> _PROBLEM_: Give back all the data exactly, line by line.

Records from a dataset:
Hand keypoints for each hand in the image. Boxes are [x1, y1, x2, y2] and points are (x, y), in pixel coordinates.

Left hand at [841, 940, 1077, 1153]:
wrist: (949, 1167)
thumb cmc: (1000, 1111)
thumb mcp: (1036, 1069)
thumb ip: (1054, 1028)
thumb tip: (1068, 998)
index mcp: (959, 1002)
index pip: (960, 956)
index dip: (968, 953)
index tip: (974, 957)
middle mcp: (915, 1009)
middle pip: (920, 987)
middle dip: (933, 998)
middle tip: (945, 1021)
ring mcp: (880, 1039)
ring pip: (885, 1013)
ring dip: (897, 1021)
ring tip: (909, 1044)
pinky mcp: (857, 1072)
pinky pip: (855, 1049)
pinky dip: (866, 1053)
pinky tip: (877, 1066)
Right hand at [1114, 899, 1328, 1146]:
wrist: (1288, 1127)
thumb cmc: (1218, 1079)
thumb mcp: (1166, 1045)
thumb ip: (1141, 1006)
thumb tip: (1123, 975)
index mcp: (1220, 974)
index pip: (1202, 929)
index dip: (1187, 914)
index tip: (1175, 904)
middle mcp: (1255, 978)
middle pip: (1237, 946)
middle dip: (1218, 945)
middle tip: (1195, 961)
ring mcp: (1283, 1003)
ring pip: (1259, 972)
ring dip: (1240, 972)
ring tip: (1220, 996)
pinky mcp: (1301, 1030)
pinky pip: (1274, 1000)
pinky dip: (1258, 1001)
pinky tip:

> _EXERCISE RESULT_:
Hand keypoints for each hand in the image. Boxes are [x1, y1, x2, y2] and points are (x, y), in pixel coordinates.

Left hand at [841, 940, 1077, 1153]:
wrist: (949, 1167)
thumb cmc: (1000, 1111)
thumb mcp: (1036, 1069)
thumb ip: (1054, 1028)
thumb tip: (1068, 998)
index mcp: (959, 1002)
index pip: (960, 956)
index dip: (968, 953)
index tip: (974, 957)
middle mcp: (915, 1009)
middle pip: (920, 987)
middle dip: (933, 998)
middle tip: (945, 1021)
ring mcp: (880, 1039)
ring pip: (885, 1013)
ring dip: (897, 1021)
ring tip: (909, 1044)
pinky mcp: (857, 1072)
pinky pip: (855, 1049)
pinky dip: (866, 1053)
pinky tip: (877, 1066)
Right hand at [1114, 899, 1328, 1146]:
wrist: (1288, 1127)
thumb cmc: (1218, 1079)
thumb mcp: (1166, 1045)
thumb ip: (1141, 1006)
thumb tip: (1123, 975)
index mcp: (1220, 974)
index pip: (1202, 929)
index dip: (1187, 914)
index tip: (1175, 904)
middle mcp: (1255, 978)
middle pip: (1237, 946)
middle dip: (1218, 945)
middle tip: (1195, 961)
ring mcp: (1283, 1003)
ring pip: (1259, 972)
ring dip: (1240, 972)
ring tip: (1220, 996)
pinky mcp: (1301, 1030)
pinky pip: (1274, 1000)
pinky dip: (1258, 1001)
pinky tip:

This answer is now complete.